**What is needed**
Copy the data verbatim and leave out every picture.

Entries shown: Begin

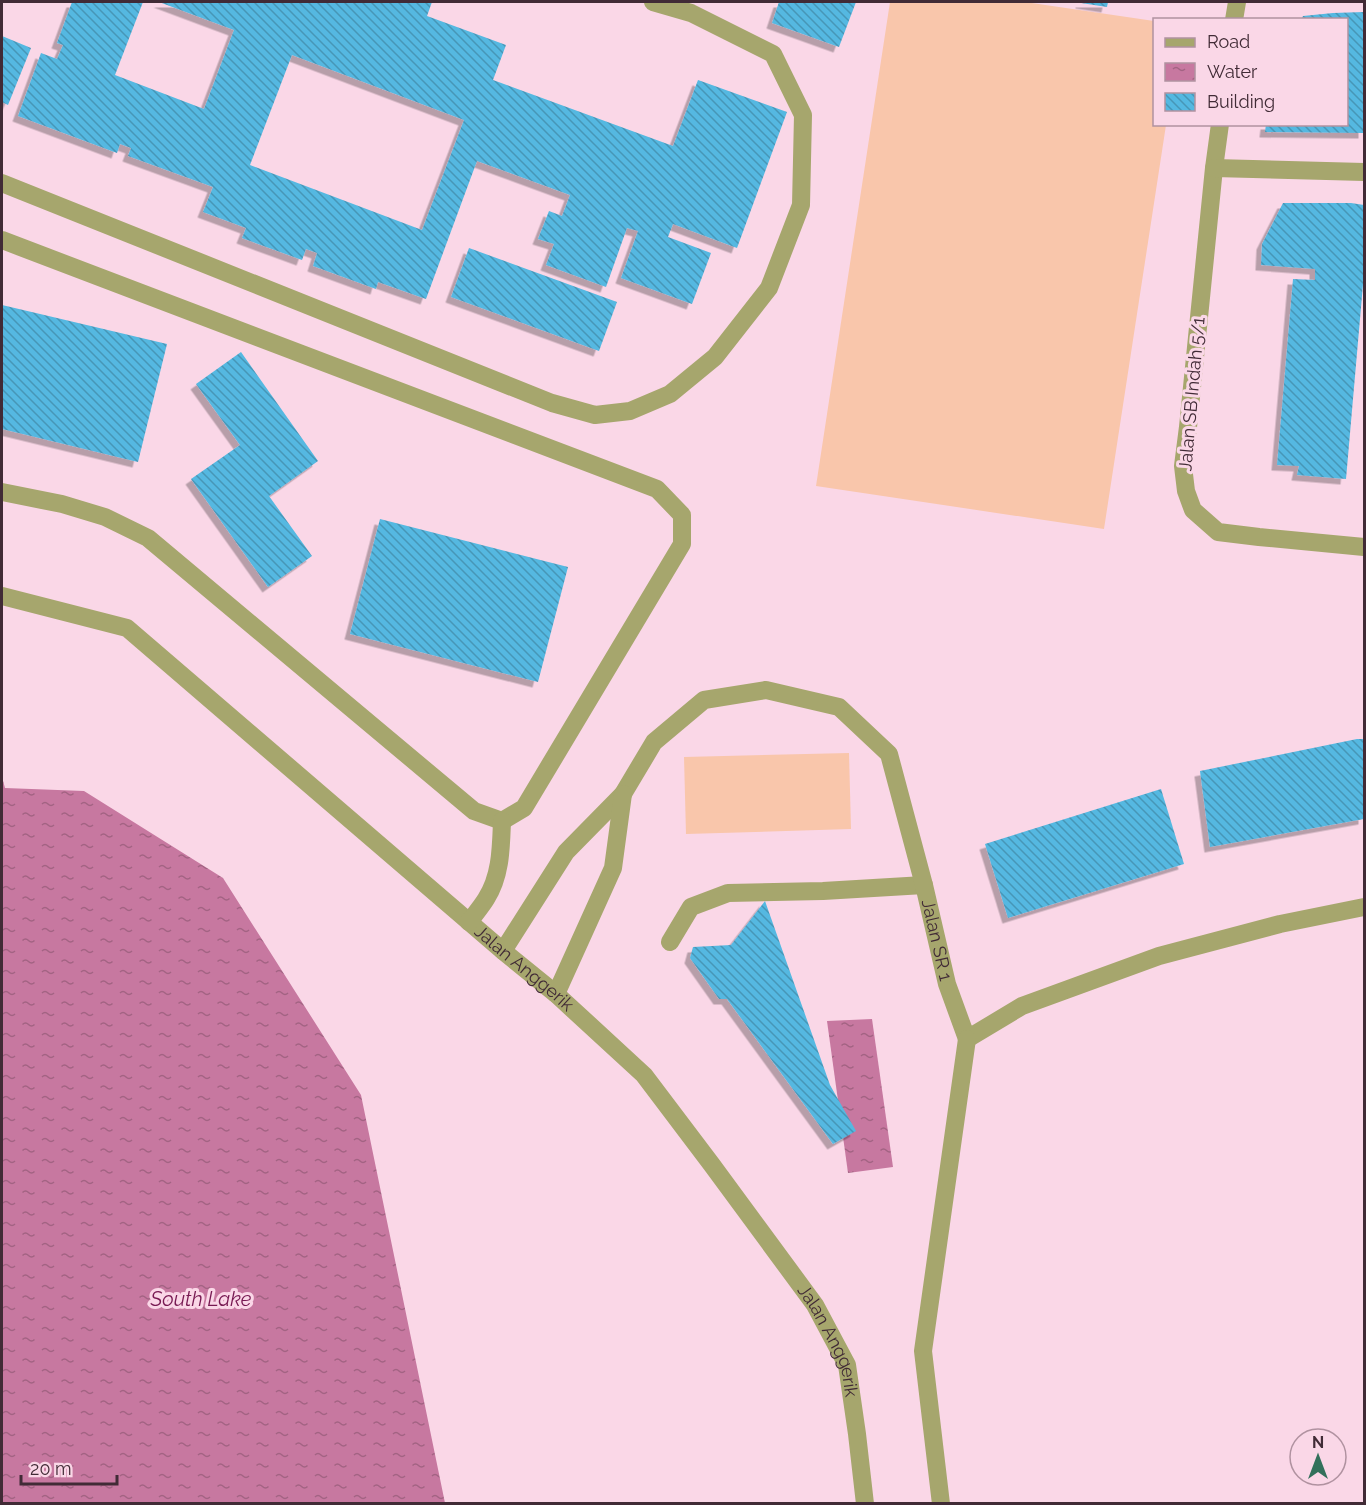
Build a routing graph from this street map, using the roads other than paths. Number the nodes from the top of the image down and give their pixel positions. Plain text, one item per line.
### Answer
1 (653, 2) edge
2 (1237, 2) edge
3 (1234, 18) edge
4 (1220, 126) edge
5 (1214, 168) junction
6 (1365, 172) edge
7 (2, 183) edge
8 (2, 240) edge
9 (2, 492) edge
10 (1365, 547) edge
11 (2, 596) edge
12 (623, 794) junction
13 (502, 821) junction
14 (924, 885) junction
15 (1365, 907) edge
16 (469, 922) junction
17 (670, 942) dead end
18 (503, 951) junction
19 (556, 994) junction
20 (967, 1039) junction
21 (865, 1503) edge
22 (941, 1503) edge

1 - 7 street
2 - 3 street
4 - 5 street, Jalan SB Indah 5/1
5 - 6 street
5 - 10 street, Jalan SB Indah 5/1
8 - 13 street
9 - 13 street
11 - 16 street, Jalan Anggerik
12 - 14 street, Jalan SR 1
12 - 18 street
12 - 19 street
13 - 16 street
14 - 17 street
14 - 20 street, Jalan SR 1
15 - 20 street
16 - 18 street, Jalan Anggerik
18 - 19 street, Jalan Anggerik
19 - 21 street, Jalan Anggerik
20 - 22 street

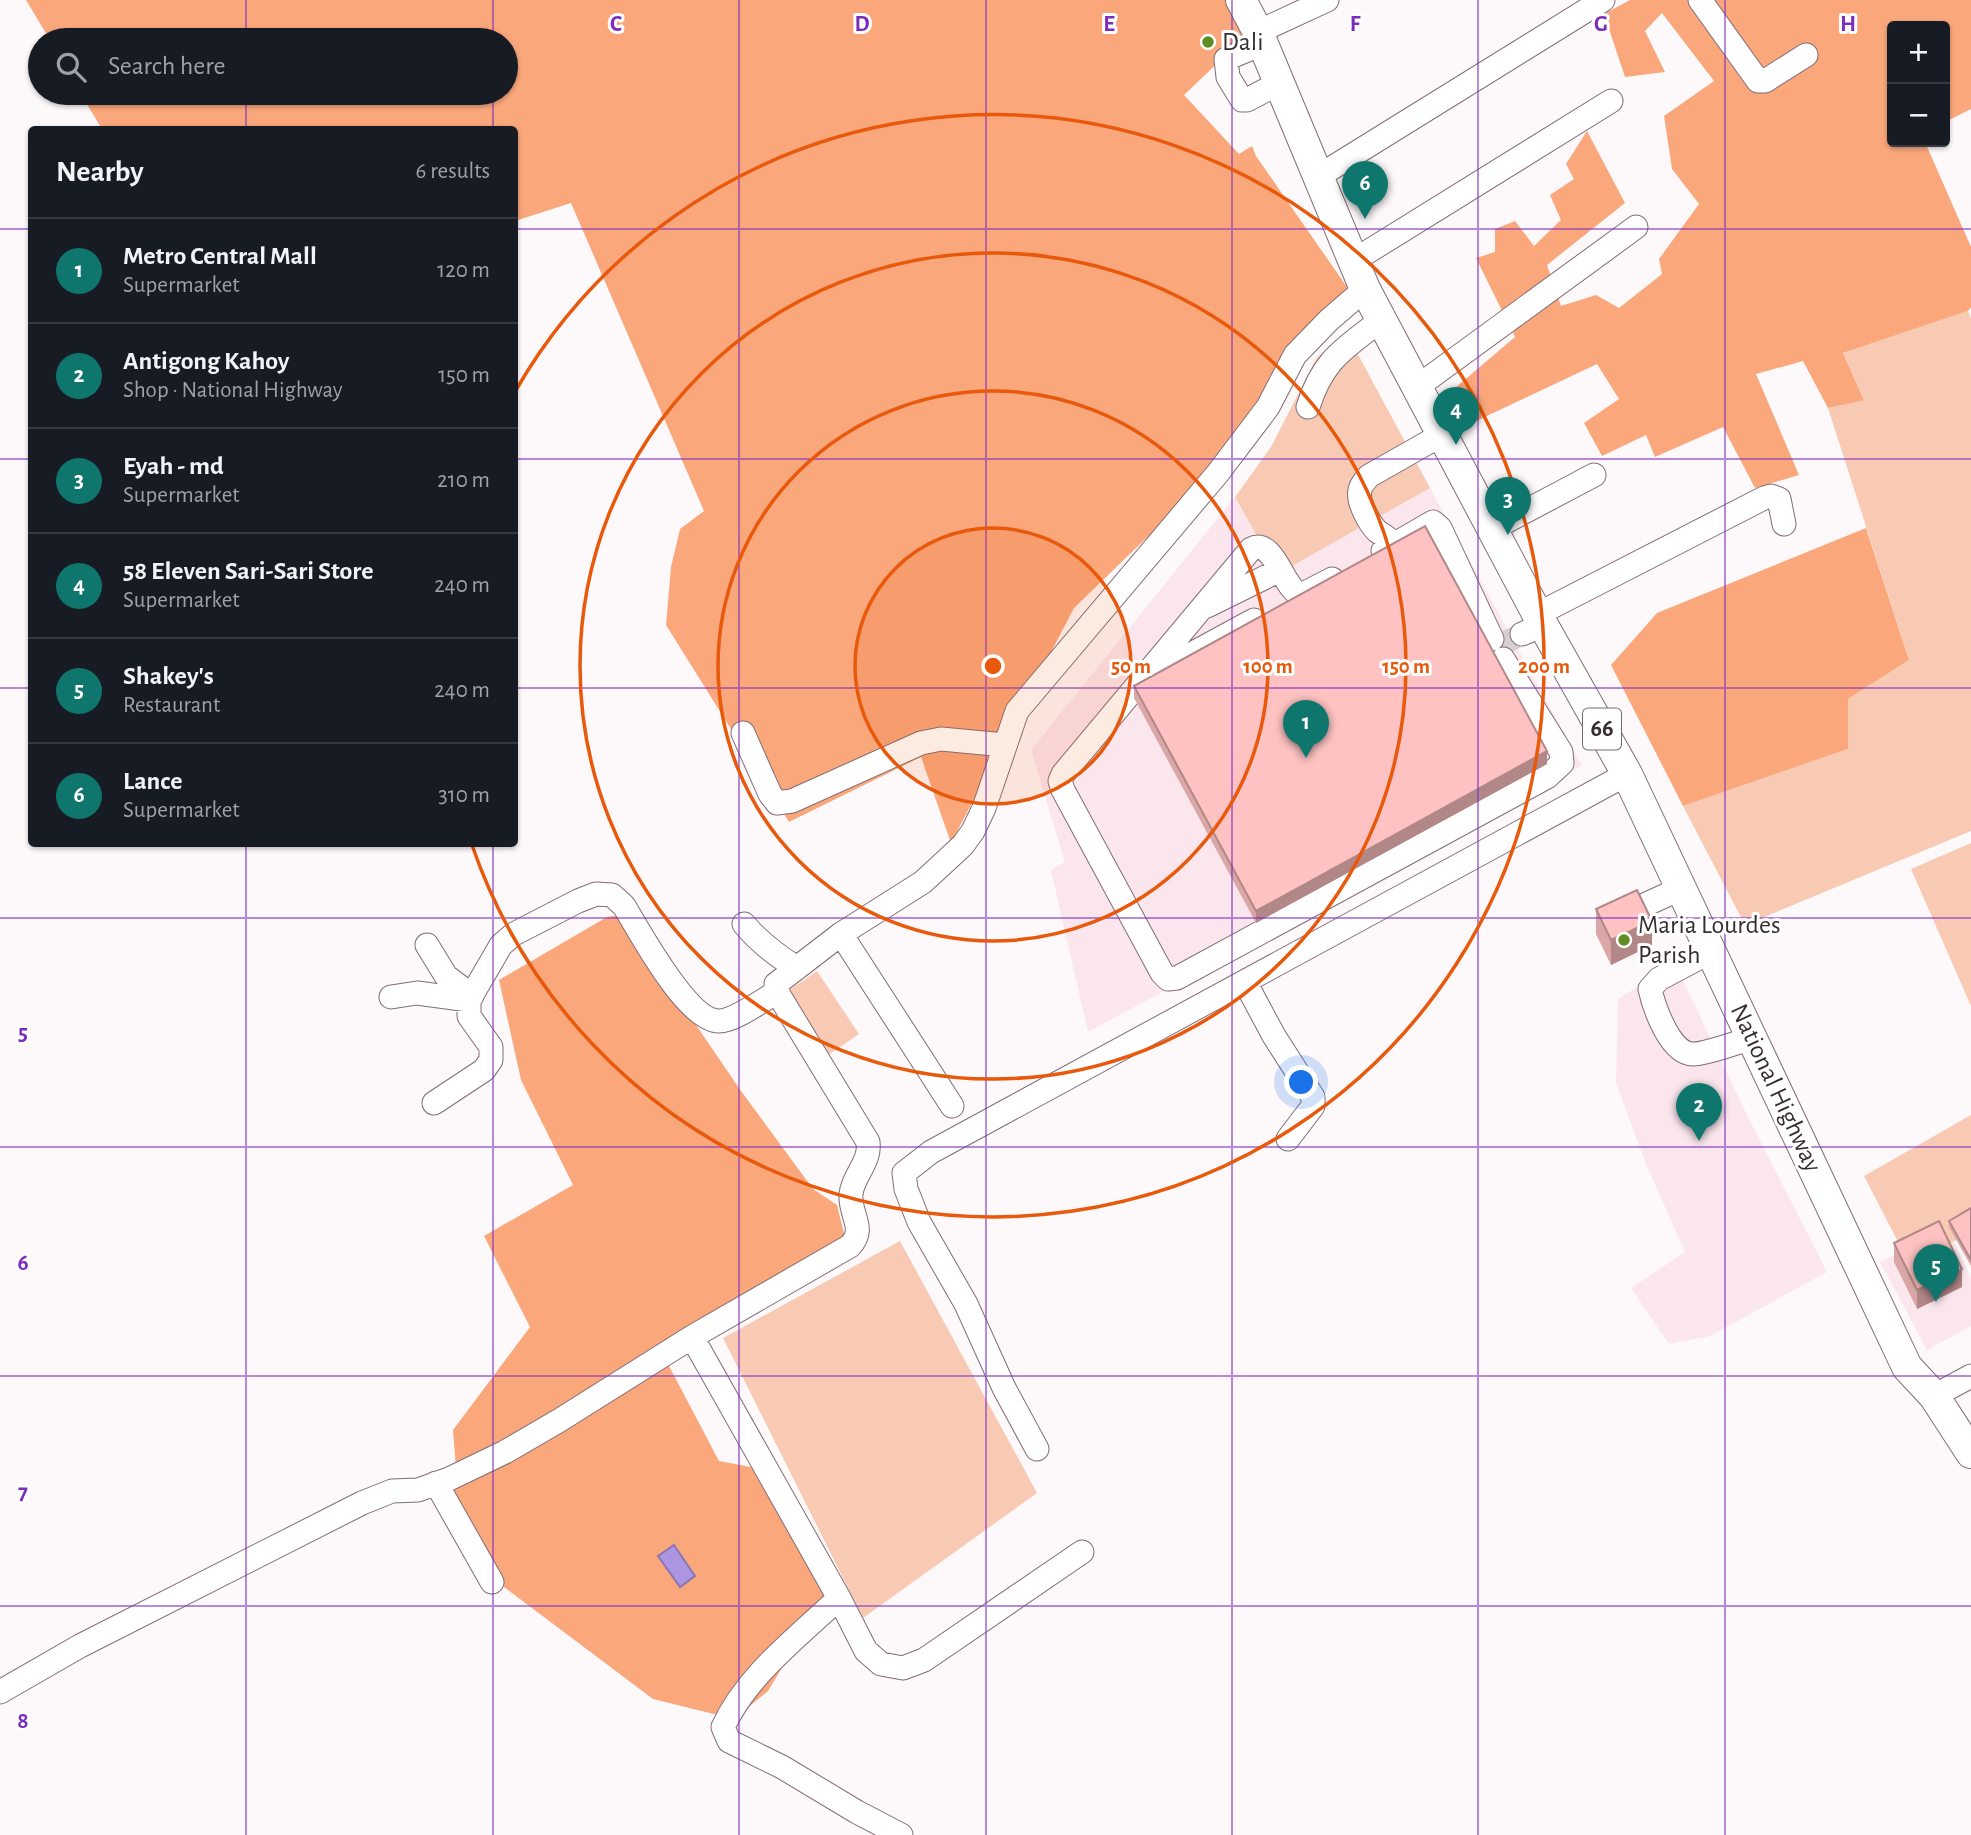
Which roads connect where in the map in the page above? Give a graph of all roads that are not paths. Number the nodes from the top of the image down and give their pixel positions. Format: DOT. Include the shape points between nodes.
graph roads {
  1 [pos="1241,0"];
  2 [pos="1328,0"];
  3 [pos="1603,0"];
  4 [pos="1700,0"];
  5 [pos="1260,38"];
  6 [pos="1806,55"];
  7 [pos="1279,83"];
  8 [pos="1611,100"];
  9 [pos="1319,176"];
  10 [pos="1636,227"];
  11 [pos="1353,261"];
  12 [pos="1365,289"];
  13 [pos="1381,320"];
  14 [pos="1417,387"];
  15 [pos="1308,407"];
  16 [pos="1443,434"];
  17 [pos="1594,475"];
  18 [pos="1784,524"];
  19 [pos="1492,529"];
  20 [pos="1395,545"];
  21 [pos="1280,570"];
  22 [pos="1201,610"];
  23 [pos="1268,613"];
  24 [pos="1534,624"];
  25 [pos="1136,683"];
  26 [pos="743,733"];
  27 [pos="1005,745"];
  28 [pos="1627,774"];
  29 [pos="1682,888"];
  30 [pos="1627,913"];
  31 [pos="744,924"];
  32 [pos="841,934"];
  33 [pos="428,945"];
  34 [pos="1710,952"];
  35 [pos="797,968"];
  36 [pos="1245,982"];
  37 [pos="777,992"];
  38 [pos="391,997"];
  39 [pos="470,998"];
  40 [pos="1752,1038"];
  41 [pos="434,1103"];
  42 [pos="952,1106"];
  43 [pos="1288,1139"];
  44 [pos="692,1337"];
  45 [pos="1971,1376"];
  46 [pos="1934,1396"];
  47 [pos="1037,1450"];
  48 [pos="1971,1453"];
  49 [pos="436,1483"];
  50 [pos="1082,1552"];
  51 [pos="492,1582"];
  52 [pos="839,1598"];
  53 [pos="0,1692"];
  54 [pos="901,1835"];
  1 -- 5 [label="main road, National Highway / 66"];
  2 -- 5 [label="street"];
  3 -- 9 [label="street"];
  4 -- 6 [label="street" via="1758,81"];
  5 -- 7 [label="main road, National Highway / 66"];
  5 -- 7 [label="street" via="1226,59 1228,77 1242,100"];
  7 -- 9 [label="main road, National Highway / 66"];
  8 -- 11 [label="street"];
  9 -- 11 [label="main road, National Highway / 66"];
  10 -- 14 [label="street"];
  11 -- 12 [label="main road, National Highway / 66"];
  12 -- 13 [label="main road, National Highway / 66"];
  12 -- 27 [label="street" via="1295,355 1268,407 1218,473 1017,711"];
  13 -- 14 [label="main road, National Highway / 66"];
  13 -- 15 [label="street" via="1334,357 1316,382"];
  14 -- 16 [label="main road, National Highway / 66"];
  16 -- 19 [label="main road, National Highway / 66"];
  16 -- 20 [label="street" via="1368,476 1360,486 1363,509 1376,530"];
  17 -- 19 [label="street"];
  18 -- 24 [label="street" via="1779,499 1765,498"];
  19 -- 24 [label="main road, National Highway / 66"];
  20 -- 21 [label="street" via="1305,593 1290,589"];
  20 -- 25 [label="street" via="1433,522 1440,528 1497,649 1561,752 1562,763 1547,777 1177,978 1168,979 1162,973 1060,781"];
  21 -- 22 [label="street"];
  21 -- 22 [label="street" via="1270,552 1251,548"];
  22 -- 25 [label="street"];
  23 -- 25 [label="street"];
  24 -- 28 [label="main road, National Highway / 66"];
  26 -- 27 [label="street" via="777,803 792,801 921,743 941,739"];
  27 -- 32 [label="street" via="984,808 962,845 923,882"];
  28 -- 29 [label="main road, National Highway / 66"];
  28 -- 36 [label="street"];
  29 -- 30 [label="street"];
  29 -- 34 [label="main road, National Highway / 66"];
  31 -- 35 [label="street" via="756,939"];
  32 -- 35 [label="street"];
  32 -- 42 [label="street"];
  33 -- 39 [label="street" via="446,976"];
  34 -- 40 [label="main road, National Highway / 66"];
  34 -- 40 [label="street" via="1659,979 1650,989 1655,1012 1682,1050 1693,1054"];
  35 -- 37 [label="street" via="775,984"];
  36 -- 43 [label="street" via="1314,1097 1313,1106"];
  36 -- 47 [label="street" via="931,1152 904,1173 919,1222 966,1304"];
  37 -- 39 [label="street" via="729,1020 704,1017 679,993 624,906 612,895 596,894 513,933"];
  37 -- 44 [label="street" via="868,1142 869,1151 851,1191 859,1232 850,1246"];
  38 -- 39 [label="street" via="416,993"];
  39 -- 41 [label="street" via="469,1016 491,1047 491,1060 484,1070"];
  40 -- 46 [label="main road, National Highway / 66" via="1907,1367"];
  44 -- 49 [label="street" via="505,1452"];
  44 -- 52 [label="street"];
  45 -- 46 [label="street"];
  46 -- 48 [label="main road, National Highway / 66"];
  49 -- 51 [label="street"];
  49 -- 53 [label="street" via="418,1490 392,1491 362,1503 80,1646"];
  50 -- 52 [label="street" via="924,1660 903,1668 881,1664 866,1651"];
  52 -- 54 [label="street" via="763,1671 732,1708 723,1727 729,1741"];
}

Entries shown: End

**Solution for this task**
Build a routing graph from this street map, using the roads other than paths. Number the nodes from the top of the image down and give their pixel positions. Plain text, one item per line.
### Answer
1 (653, 2) edge
2 (1237, 2) edge
3 (1234, 18) edge
4 (1220, 126) edge
5 (1214, 168) junction
6 (1365, 172) edge
7 (2, 183) edge
8 (2, 240) edge
9 (2, 492) edge
10 (1365, 547) edge
11 (2, 596) edge
12 (623, 794) junction
13 (502, 821) junction
14 (924, 885) junction
15 (1365, 907) edge
16 (469, 922) junction
17 (670, 942) dead end
18 (503, 951) junction
19 (556, 994) junction
20 (967, 1039) junction
21 (865, 1503) edge
22 (941, 1503) edge

1 - 7 street
2 - 3 street
4 - 5 street, Jalan SB Indah 5/1
5 - 6 street
5 - 10 street, Jalan SB Indah 5/1
8 - 13 street
9 - 13 street
11 - 16 street, Jalan Anggerik
12 - 14 street, Jalan SR 1
12 - 18 street
12 - 19 street
13 - 16 street
14 - 17 street
14 - 20 street, Jalan SR 1
15 - 20 street
16 - 18 street, Jalan Anggerik
18 - 19 street, Jalan Anggerik
19 - 21 street, Jalan Anggerik
20 - 22 street

Which roads connect where in the map in the page above? Give a graph of all roads that are not paths. Number the nodes from the top of the image down and give their pixel positions. Format: DOT. Include the shape points between nodes.
graph roads {
  1 [pos="1241,0"];
  2 [pos="1328,0"];
  3 [pos="1603,0"];
  4 [pos="1700,0"];
  5 [pos="1260,38"];
  6 [pos="1806,55"];
  7 [pos="1279,83"];
  8 [pos="1611,100"];
  9 [pos="1319,176"];
  10 [pos="1636,227"];
  11 [pos="1353,261"];
  12 [pos="1365,289"];
  13 [pos="1381,320"];
  14 [pos="1417,387"];
  15 [pos="1308,407"];
  16 [pos="1443,434"];
  17 [pos="1594,475"];
  18 [pos="1784,524"];
  19 [pos="1492,529"];
  20 [pos="1395,545"];
  21 [pos="1280,570"];
  22 [pos="1201,610"];
  23 [pos="1268,613"];
  24 [pos="1534,624"];
  25 [pos="1136,683"];
  26 [pos="743,733"];
  27 [pos="1005,745"];
  28 [pos="1627,774"];
  29 [pos="1682,888"];
  30 [pos="1627,913"];
  31 [pos="744,924"];
  32 [pos="841,934"];
  33 [pos="428,945"];
  34 [pos="1710,952"];
  35 [pos="797,968"];
  36 [pos="1245,982"];
  37 [pos="777,992"];
  38 [pos="391,997"];
  39 [pos="470,998"];
  40 [pos="1752,1038"];
  41 [pos="434,1103"];
  42 [pos="952,1106"];
  43 [pos="1288,1139"];
  44 [pos="692,1337"];
  45 [pos="1971,1376"];
  46 [pos="1934,1396"];
  47 [pos="1037,1450"];
  48 [pos="1971,1453"];
  49 [pos="436,1483"];
  50 [pos="1082,1552"];
  51 [pos="492,1582"];
  52 [pos="839,1598"];
  53 [pos="0,1692"];
  54 [pos="901,1835"];
  1 -- 5 [label="main road, National Highway / 66"];
  2 -- 5 [label="street"];
  3 -- 9 [label="street"];
  4 -- 6 [label="street" via="1758,81"];
  5 -- 7 [label="main road, National Highway / 66"];
  5 -- 7 [label="street" via="1226,59 1228,77 1242,100"];
  7 -- 9 [label="main road, National Highway / 66"];
  8 -- 11 [label="street"];
  9 -- 11 [label="main road, National Highway / 66"];
  10 -- 14 [label="street"];
  11 -- 12 [label="main road, National Highway / 66"];
  12 -- 13 [label="main road, National Highway / 66"];
  12 -- 27 [label="street" via="1295,355 1268,407 1218,473 1017,711"];
  13 -- 14 [label="main road, National Highway / 66"];
  13 -- 15 [label="street" via="1334,357 1316,382"];
  14 -- 16 [label="main road, National Highway / 66"];
  16 -- 19 [label="main road, National Highway / 66"];
  16 -- 20 [label="street" via="1368,476 1360,486 1363,509 1376,530"];
  17 -- 19 [label="street"];
  18 -- 24 [label="street" via="1779,499 1765,498"];
  19 -- 24 [label="main road, National Highway / 66"];
  20 -- 21 [label="street" via="1305,593 1290,589"];
  20 -- 25 [label="street" via="1433,522 1440,528 1497,649 1561,752 1562,763 1547,777 1177,978 1168,979 1162,973 1060,781"];
  21 -- 22 [label="street"];
  21 -- 22 [label="street" via="1270,552 1251,548"];
  22 -- 25 [label="street"];
  23 -- 25 [label="street"];
  24 -- 28 [label="main road, National Highway / 66"];
  26 -- 27 [label="street" via="777,803 792,801 921,743 941,739"];
  27 -- 32 [label="street" via="984,808 962,845 923,882"];
  28 -- 29 [label="main road, National Highway / 66"];
  28 -- 36 [label="street"];
  29 -- 30 [label="street"];
  29 -- 34 [label="main road, National Highway / 66"];
  31 -- 35 [label="street" via="756,939"];
  32 -- 35 [label="street"];
  32 -- 42 [label="street"];
  33 -- 39 [label="street" via="446,976"];
  34 -- 40 [label="main road, National Highway / 66"];
  34 -- 40 [label="street" via="1659,979 1650,989 1655,1012 1682,1050 1693,1054"];
  35 -- 37 [label="street" via="775,984"];
  36 -- 43 [label="street" via="1314,1097 1313,1106"];
  36 -- 47 [label="street" via="931,1152 904,1173 919,1222 966,1304"];
  37 -- 39 [label="street" via="729,1020 704,1017 679,993 624,906 612,895 596,894 513,933"];
  37 -- 44 [label="street" via="868,1142 869,1151 851,1191 859,1232 850,1246"];
  38 -- 39 [label="street" via="416,993"];
  39 -- 41 [label="street" via="469,1016 491,1047 491,1060 484,1070"];
  40 -- 46 [label="main road, National Highway / 66" via="1907,1367"];
  44 -- 49 [label="street" via="505,1452"];
  44 -- 52 [label="street"];
  45 -- 46 [label="street"];
  46 -- 48 [label="main road, National Highway / 66"];
  49 -- 51 [label="street"];
  49 -- 53 [label="street" via="418,1490 392,1491 362,1503 80,1646"];
  50 -- 52 [label="street" via="924,1660 903,1668 881,1664 866,1651"];
  52 -- 54 [label="street" via="763,1671 732,1708 723,1727 729,1741"];
}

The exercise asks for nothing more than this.